The shipyards of Maine, a noted industry for many years, are fast going out of business. During the year recently closed a remarkable dullness prevailed, the record showing that less new tonnage was launched than in any previous year since the civil war. In only six of the 13 customs districts were vessels of any considerable size launched, and the entire output of the State, including the Peary Arctic ship Roosevelt, which cannot be classed as a merchant vessel, was less than is usually contributed by the single district of Bath. Various causes have brought about this slump in Maine wooden shipbuilding.
There is no demand for square-rigged vessels, and it is years since a yard was crossed on a Maine craft of any size, while the few square-riggers now flying the American flag are rapidly disappearing from the sea, several of Bath’s finest ships having been lost this year. Then too, the steel barge has come into better favor among ship owners, to the exclusion of the wooden vessel.

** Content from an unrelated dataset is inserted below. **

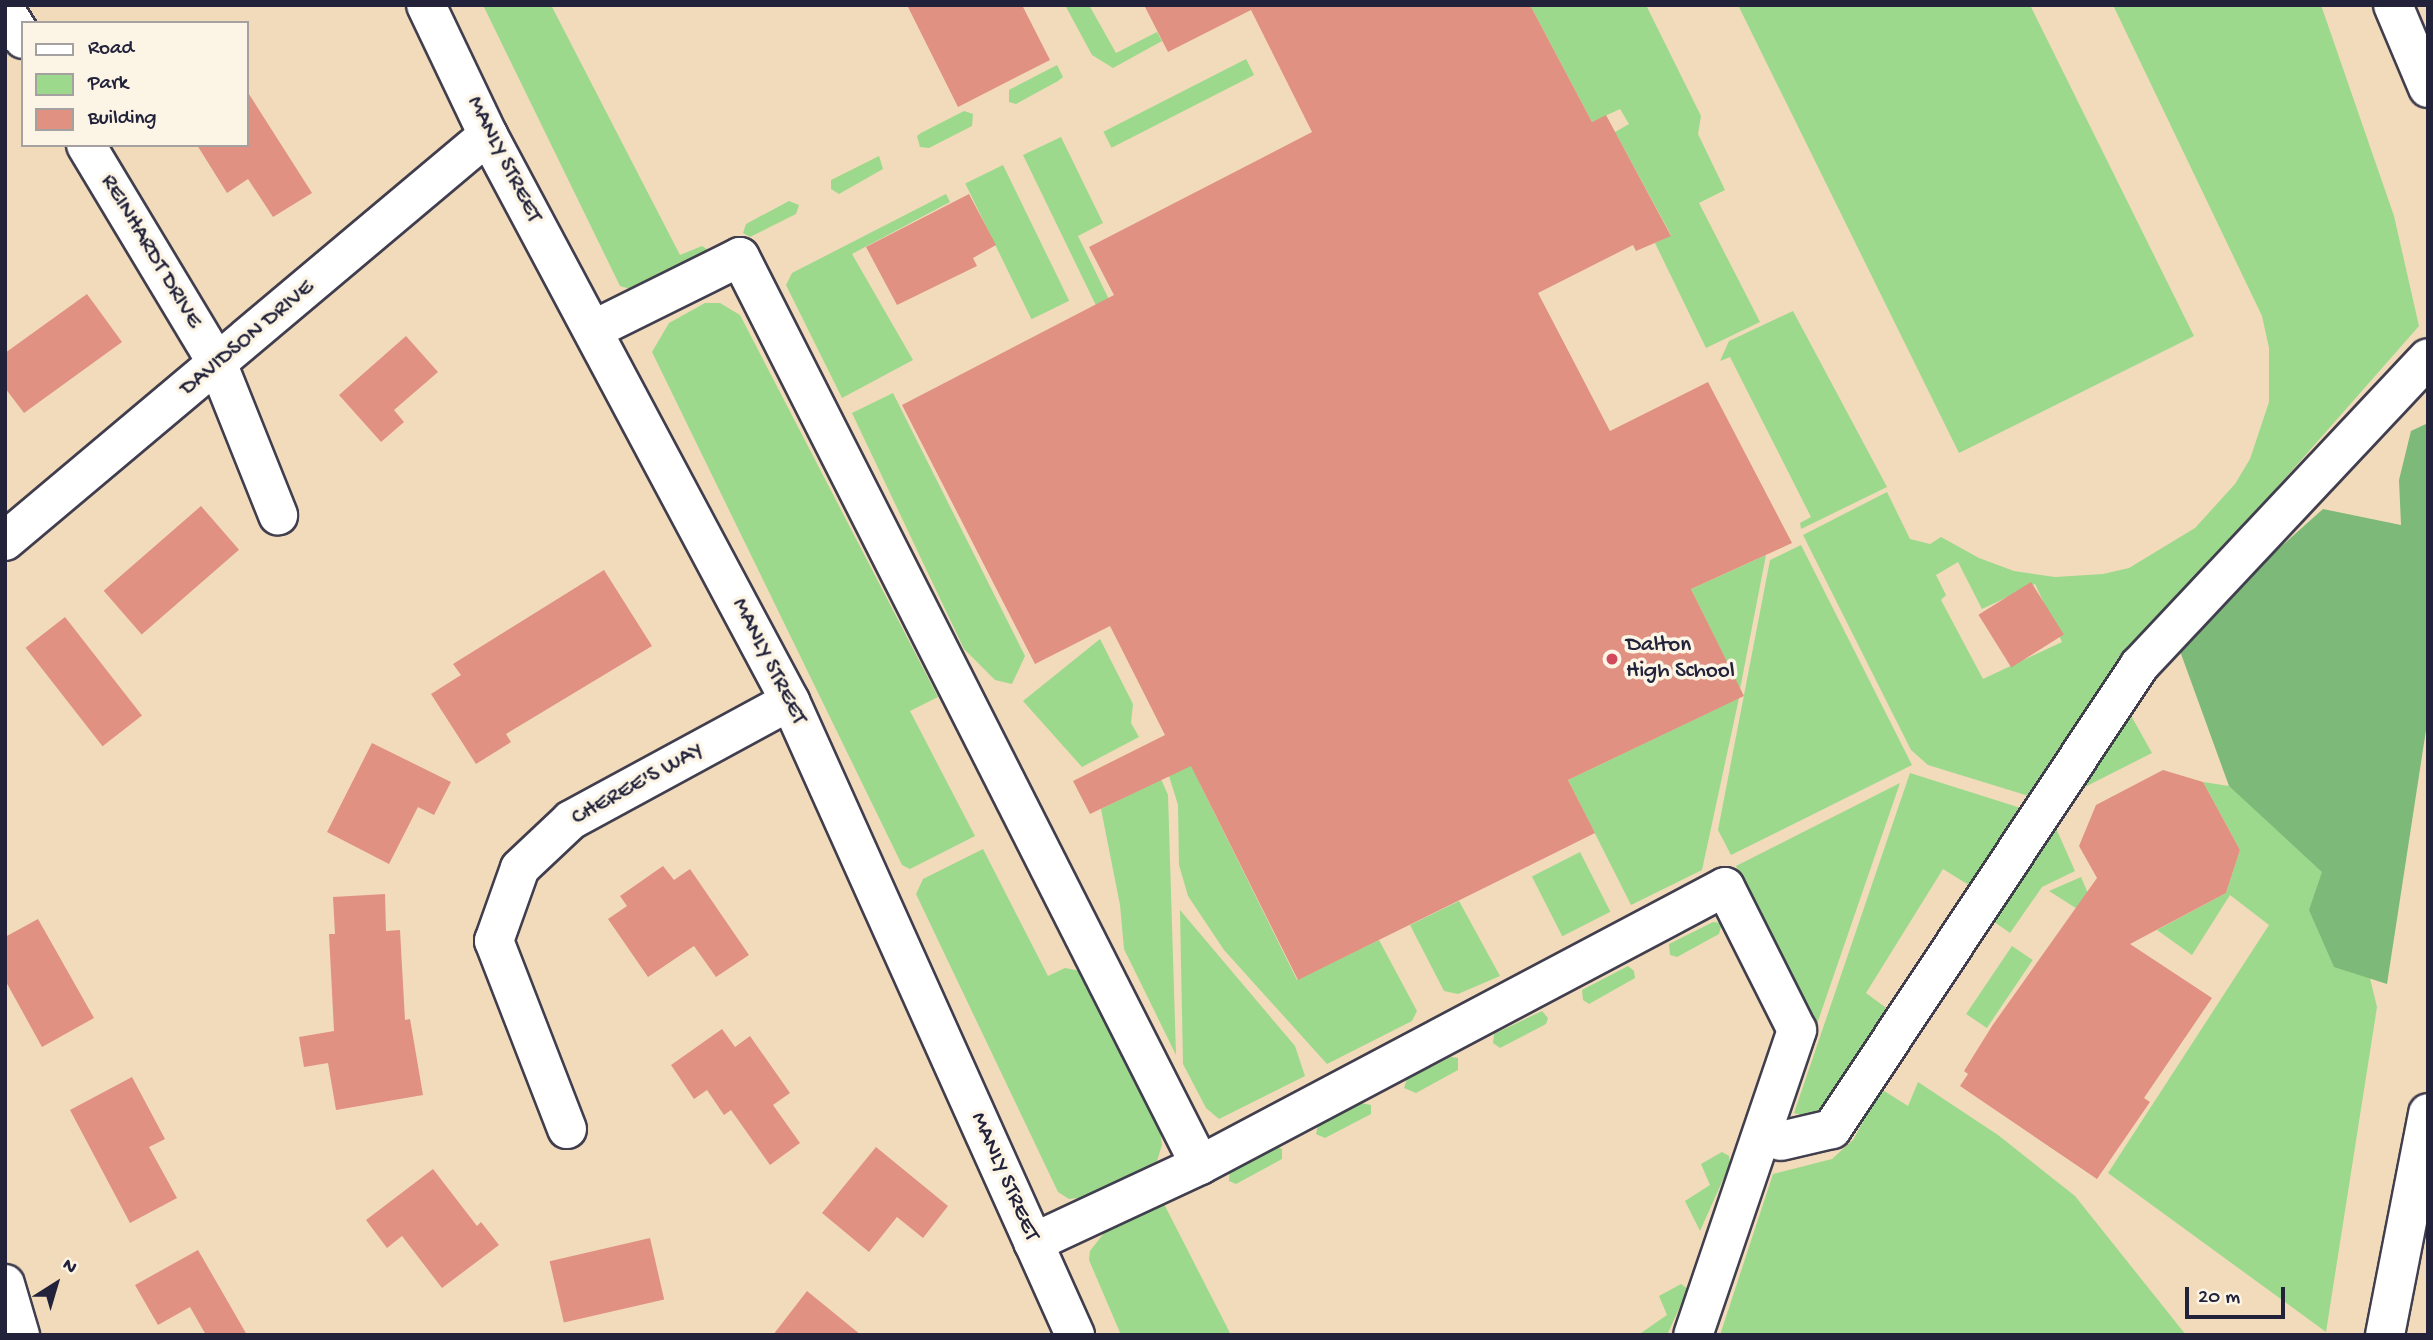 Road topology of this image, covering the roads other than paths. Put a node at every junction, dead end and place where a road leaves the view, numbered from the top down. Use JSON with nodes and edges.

Only 16 vessels of any considerable size were launched from Maine last year. Then, too, the steel barge output showed a considerable loss, weight 13,771, net register. In 1904 the total was 41,972, the district of Bath alone contributing 23,327 tons, while no longer ago than1899 Bath’s new tonnage amounted to 40,009. At this rate Maine’s renowned industry will soon be a thing of the past.